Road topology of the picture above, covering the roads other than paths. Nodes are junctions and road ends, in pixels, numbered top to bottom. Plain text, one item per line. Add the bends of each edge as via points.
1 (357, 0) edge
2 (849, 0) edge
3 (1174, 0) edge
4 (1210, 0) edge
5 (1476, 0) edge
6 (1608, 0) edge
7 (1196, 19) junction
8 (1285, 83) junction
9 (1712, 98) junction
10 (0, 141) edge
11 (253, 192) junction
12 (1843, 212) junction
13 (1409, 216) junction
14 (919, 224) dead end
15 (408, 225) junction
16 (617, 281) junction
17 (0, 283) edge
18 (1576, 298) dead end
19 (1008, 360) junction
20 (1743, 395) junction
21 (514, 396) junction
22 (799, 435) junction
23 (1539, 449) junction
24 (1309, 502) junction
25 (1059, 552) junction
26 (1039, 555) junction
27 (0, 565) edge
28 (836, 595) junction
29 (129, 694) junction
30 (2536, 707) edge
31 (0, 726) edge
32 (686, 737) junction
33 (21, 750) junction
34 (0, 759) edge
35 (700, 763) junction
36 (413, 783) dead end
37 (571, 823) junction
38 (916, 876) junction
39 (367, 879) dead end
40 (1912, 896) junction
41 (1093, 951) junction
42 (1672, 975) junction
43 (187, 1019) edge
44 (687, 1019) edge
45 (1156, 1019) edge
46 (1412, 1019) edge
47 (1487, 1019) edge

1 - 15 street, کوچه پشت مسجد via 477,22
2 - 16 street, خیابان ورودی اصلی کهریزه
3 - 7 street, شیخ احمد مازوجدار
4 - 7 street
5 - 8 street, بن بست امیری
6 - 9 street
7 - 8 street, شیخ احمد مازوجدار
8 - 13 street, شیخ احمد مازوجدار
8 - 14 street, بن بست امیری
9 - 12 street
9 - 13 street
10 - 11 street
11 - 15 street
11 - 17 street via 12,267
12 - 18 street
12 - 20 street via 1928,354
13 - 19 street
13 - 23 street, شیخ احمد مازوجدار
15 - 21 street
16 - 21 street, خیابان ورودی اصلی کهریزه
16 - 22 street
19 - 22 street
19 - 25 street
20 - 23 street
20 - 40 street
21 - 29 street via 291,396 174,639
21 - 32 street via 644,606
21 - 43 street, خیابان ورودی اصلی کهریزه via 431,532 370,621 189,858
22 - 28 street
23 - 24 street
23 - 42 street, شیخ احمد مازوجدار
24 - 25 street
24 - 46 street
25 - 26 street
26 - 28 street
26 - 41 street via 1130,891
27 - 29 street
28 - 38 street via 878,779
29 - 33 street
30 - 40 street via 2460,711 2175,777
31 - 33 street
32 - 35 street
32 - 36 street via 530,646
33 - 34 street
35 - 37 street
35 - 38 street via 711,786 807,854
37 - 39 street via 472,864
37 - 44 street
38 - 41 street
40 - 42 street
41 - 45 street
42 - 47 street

__Directions for this task__
A complete and exact repetition of the entries is required.

__Written response__
Road topology of the picture above, covering the roads other than paths. Nodes are junctions and road ends, in pixels, numbered top to bottom. Plain text, one item per line. Add the bends of each edge as via points.
1 (357, 0) edge
2 (849, 0) edge
3 (1174, 0) edge
4 (1210, 0) edge
5 (1476, 0) edge
6 (1608, 0) edge
7 (1196, 19) junction
8 (1285, 83) junction
9 (1712, 98) junction
10 (0, 141) edge
11 (253, 192) junction
12 (1843, 212) junction
13 (1409, 216) junction
14 (919, 224) dead end
15 (408, 225) junction
16 (617, 281) junction
17 (0, 283) edge
18 (1576, 298) dead end
19 (1008, 360) junction
20 (1743, 395) junction
21 (514, 396) junction
22 (799, 435) junction
23 (1539, 449) junction
24 (1309, 502) junction
25 (1059, 552) junction
26 (1039, 555) junction
27 (0, 565) edge
28 (836, 595) junction
29 (129, 694) junction
30 (2536, 707) edge
31 (0, 726) edge
32 (686, 737) junction
33 (21, 750) junction
34 (0, 759) edge
35 (700, 763) junction
36 (413, 783) dead end
37 (571, 823) junction
38 (916, 876) junction
39 (367, 879) dead end
40 (1912, 896) junction
41 (1093, 951) junction
42 (1672, 975) junction
43 (187, 1019) edge
44 (687, 1019) edge
45 (1156, 1019) edge
46 (1412, 1019) edge
47 (1487, 1019) edge

1 - 15 street, کوچه پشت مسجد via 477,22
2 - 16 street, خیابان ورودی اصلی کهریزه
3 - 7 street, شیخ احمد مازوجدار
4 - 7 street
5 - 8 street, بن بست امیری
6 - 9 street
7 - 8 street, شیخ احمد مازوجدار
8 - 13 street, شیخ احمد مازوجدار
8 - 14 street, بن بست امیری
9 - 12 street
9 - 13 street
10 - 11 street
11 - 15 street
11 - 17 street via 12,267
12 - 18 street
12 - 20 street via 1928,354
13 - 19 street
13 - 23 street, شیخ احمد مازوجدار
15 - 21 street
16 - 21 street, خیابان ورودی اصلی کهریزه
16 - 22 street
19 - 22 street
19 - 25 street
20 - 23 street
20 - 40 street
21 - 29 street via 291,396 174,639
21 - 32 street via 644,606
21 - 43 street, خیابان ورودی اصلی کهریزه via 431,532 370,621 189,858
22 - 28 street
23 - 24 street
23 - 42 street, شیخ احمد مازوجدار
24 - 25 street
24 - 46 street
25 - 26 street
26 - 28 street
26 - 41 street via 1130,891
27 - 29 street
28 - 38 street via 878,779
29 - 33 street
30 - 40 street via 2460,711 2175,777
31 - 33 street
32 - 35 street
32 - 36 street via 530,646
33 - 34 street
35 - 37 street
35 - 38 street via 711,786 807,854
37 - 39 street via 472,864
37 - 44 street
38 - 41 street
40 - 42 street
41 - 45 street
42 - 47 street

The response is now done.